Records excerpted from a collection
--- START ---

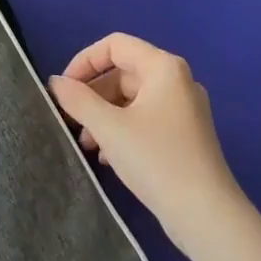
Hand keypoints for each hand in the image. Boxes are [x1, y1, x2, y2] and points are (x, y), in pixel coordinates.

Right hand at [48, 34, 243, 255]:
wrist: (205, 215)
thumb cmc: (155, 159)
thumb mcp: (108, 127)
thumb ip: (77, 99)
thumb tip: (56, 81)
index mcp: (163, 68)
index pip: (114, 45)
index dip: (84, 61)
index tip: (64, 89)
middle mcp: (177, 81)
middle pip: (122, 73)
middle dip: (92, 95)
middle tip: (70, 121)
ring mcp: (184, 109)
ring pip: (131, 99)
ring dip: (103, 116)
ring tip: (86, 144)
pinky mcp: (185, 136)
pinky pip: (144, 119)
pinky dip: (122, 130)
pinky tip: (107, 157)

--- END ---

§ **Try it**: The expected answer is the complete set of entries, copied verbatim, with no pictures.

§ **Output below**:
Hand keypoints for each hand in the image. Boxes are [x1, y1, x2, y2] and points are (x, y), in pixel coordinates.

Right hand at [48, 34, 243, 255]:
wrist: (205, 215)
thumb cmc: (155, 159)
thumb mcp: (108, 127)
thumb ip: (77, 99)
thumb tip: (56, 81)
index mcp: (163, 68)
index pip: (114, 45)
index dip: (84, 61)
index tip: (64, 89)
middle mcp: (177, 81)
middle pip: (122, 73)
middle dip: (92, 95)
middle tip: (70, 121)
ring mcp: (184, 109)
ring pip: (131, 99)
ring dip: (103, 116)
ring tip: (86, 144)
pinky mcp: (185, 136)
pinky pip: (144, 119)
pinky dip: (122, 130)
pinky tip: (107, 157)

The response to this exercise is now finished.